Antefinal Noturno & Brevíssima reflexão sb um livro imenso: Edmar Monteiro Fo.

 

Antefinal Noturno



BREVÍSSSIMA REFLEXÃO SOBRE UM LIVRO IMENSO

Edmar Monteiro Filho

 

No conto intitulado “Pierre Menard, Autor do Quixote”, inserido no livro “Ficções”, Jorge Luis Borges imagina um escritor que se aprofunda no estudo de “Dom Quixote” até ser capaz de reescrever integralmente a obra prima de Miguel de Cervantes. A história, salpicada de elementos do fantástico, gênero de preferência do mestre argentino, traz interessantes discussões acerca do tema da autoria, propondo que Pierre Menard, ao reproduzir “Dom Quixote” palavra por palavra, em uma época posterior à escrita do Quixote de Cervantes, cria uma obra distinta da original, tendo em vista as diferentes influências utilizadas por seu “novo” autor.

Em meu último livro, “Atlas do Impossível”, imaginei processo semelhante, buscando levar adiante o jogo de espelhos criado por Borges. Um personagem, de nome Barros, secretário do escritor, decide reescrever o conto “Pierre Menard”, também palavra por palavra. Se a inspiração provocada pela fascinante história escrita por Borges suscita tais aventuras literárias, é preciso reconhecer que, neste caso, o ponto de partida é a monumental obra de Cervantes.

Quando examinamos uma obra artística que deixou marcas substanciais em nossa cultura, estamos pensando não apenas nessa obra, mas em tudo aquilo que já se produziu a partir dela. Ao analisarmos o romance “Dom Quixote”, é impossível ignorar a imagem criada por Pablo Picasso, a ideia dos moinhos de vento como símbolos da ilusão, ou mesmo o adjetivo quixotesco, apropriado a todo aquele que é excessivamente sonhador ou atrapalhado. Impossível estimar ainda a quantidade de estudos existentes acerca do livro. Assim, desobrigado de qualquer tentativa de abrangência ou originalidade, concentro esta breve conversa justamente na qualidade que eleva Dom Quixote a um patamar de distinção na história da literatura ocidental: a de obra fundadora do gênero romance.
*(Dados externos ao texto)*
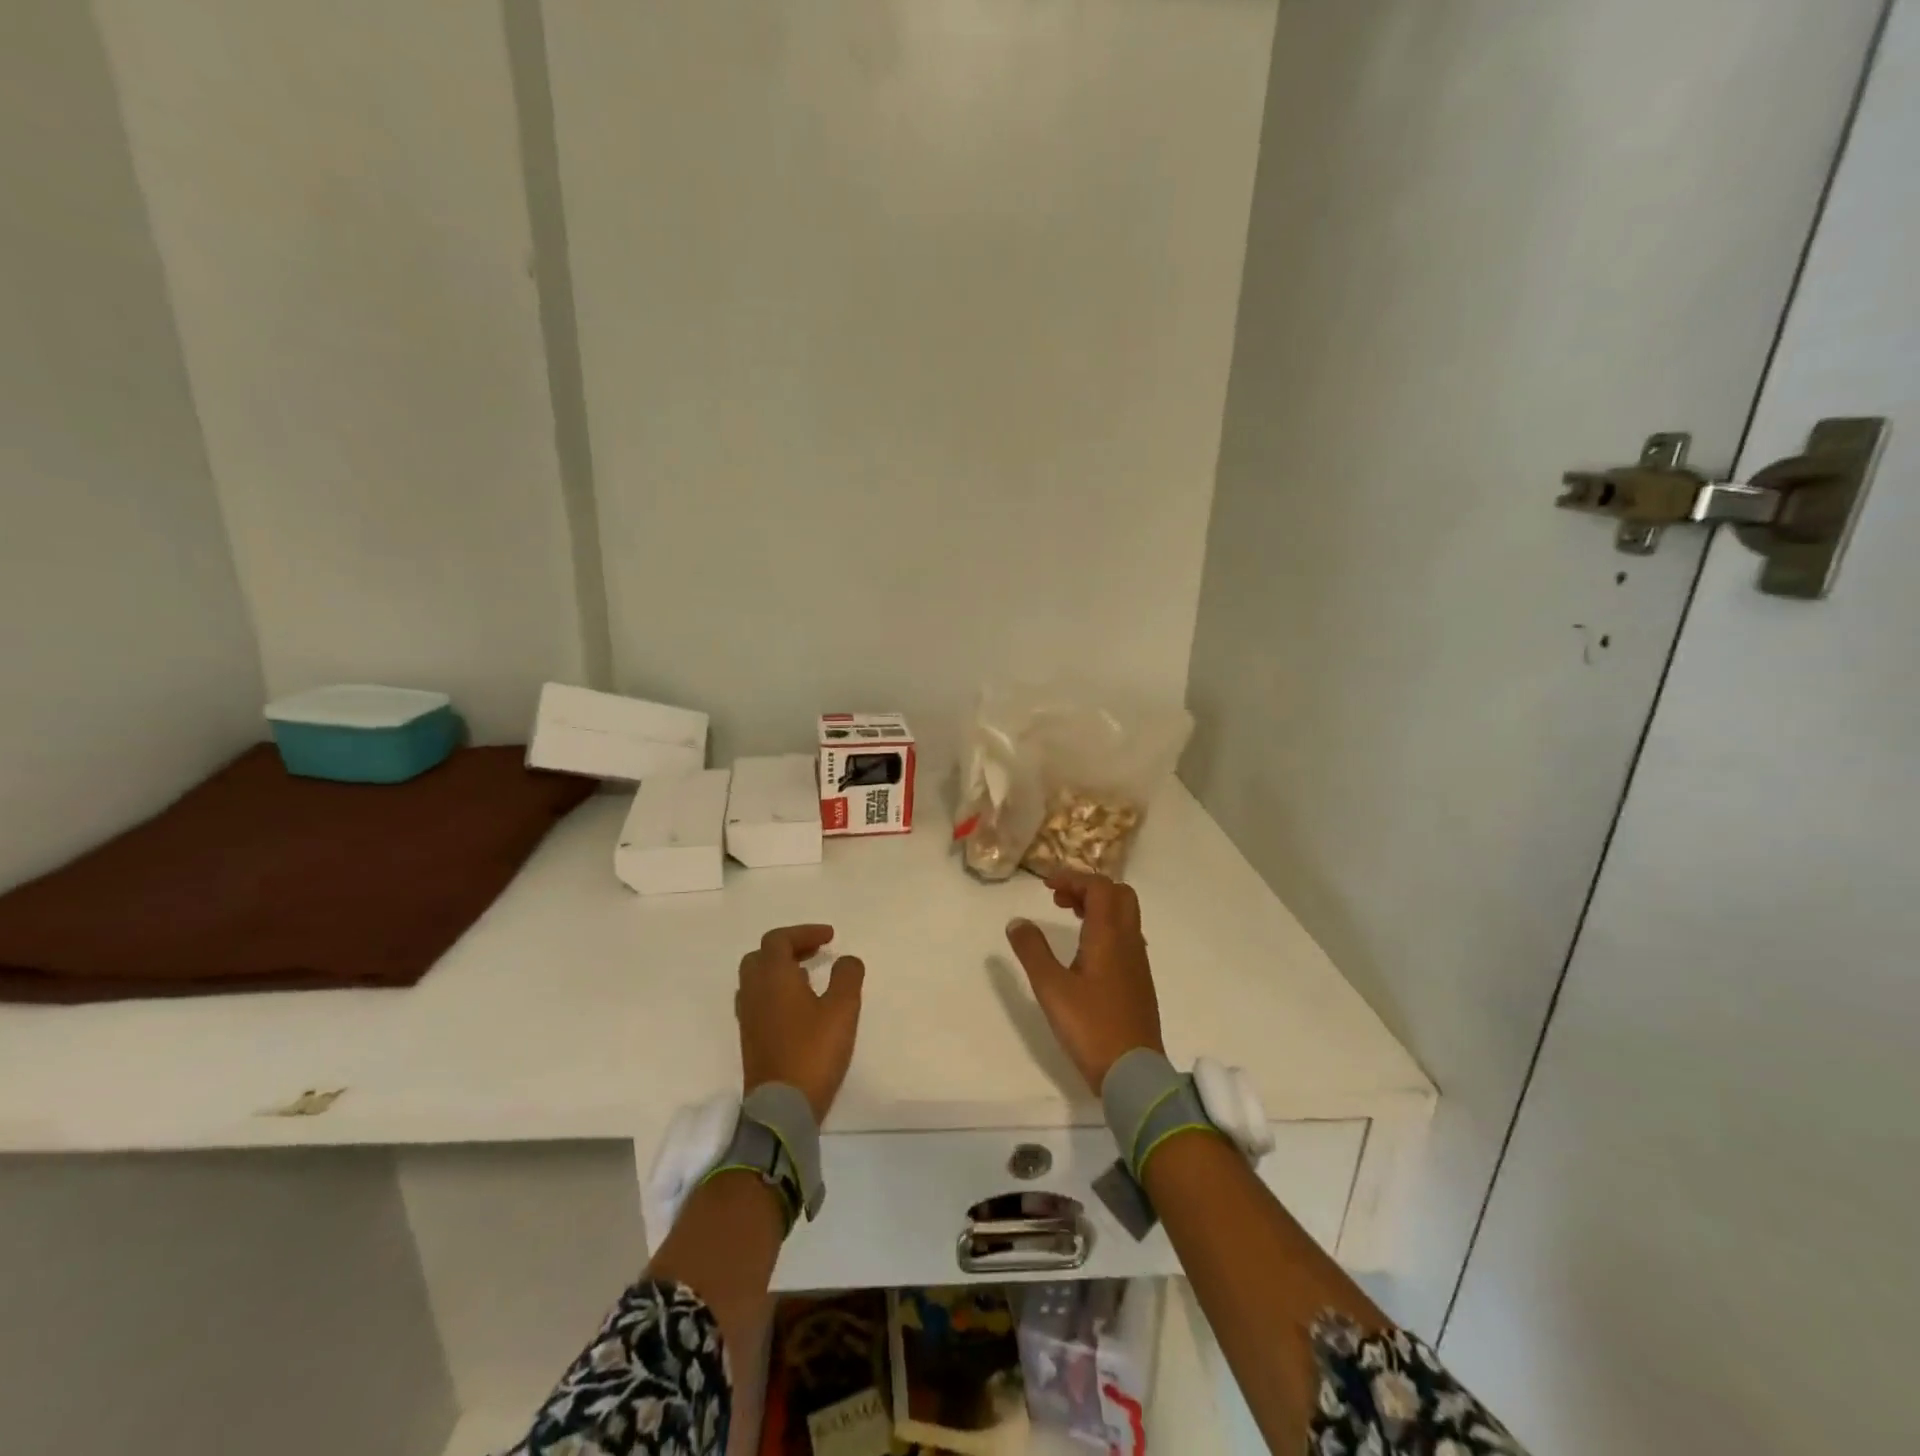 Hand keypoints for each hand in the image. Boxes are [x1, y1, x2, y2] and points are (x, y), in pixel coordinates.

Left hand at [736, 925, 865, 1121]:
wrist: (781, 1108)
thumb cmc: (813, 1052)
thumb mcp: (842, 1009)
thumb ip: (847, 976)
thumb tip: (846, 960)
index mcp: (773, 976)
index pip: (779, 940)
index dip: (804, 932)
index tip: (830, 937)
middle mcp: (754, 991)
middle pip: (762, 955)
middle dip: (789, 947)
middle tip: (815, 952)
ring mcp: (748, 1016)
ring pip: (757, 978)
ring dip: (780, 969)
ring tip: (809, 976)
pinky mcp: (750, 1038)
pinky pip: (758, 999)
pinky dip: (775, 990)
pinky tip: (797, 1006)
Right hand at [1005, 872, 1163, 1093]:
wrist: (1133, 1072)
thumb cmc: (1090, 1027)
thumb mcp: (1051, 988)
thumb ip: (1032, 951)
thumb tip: (1017, 922)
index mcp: (1109, 935)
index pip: (1099, 887)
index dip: (1073, 878)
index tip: (1046, 886)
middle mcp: (1129, 941)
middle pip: (1119, 894)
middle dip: (1088, 887)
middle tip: (1060, 900)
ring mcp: (1138, 961)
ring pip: (1125, 915)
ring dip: (1098, 906)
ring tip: (1069, 918)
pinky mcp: (1139, 980)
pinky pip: (1126, 936)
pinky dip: (1106, 927)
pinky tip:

A primeira parte das aventuras do "Cavaleiro da triste figura" foi publicada em 1605 e se tornou tão popular, que obrigou seu autor a escrever uma sequência – que veio a público em 1615 –, a fim de fazer frente a inúmeros "falsos Quixotes" que passaram a circular. Numa leitura inicial, é possível identificar que o livro satiriza a novela de cavalaria, gênero que já fora bastante popular na Espanha e que começava a experimentar seu declínio. Cervantes apresenta o personagem Alonso Quijano, fidalgo que teria perdido a razão em virtude da leitura continuada de tais livros e que acaba imaginando a si próprio como um cavaleiro andante, vestindo-se com uma improvisada armadura e montando um arremedo de corcel – Rocinante – para partir em busca de aventuras, acompanhado pelo simplório Sancho Pança, à guisa de escudeiro.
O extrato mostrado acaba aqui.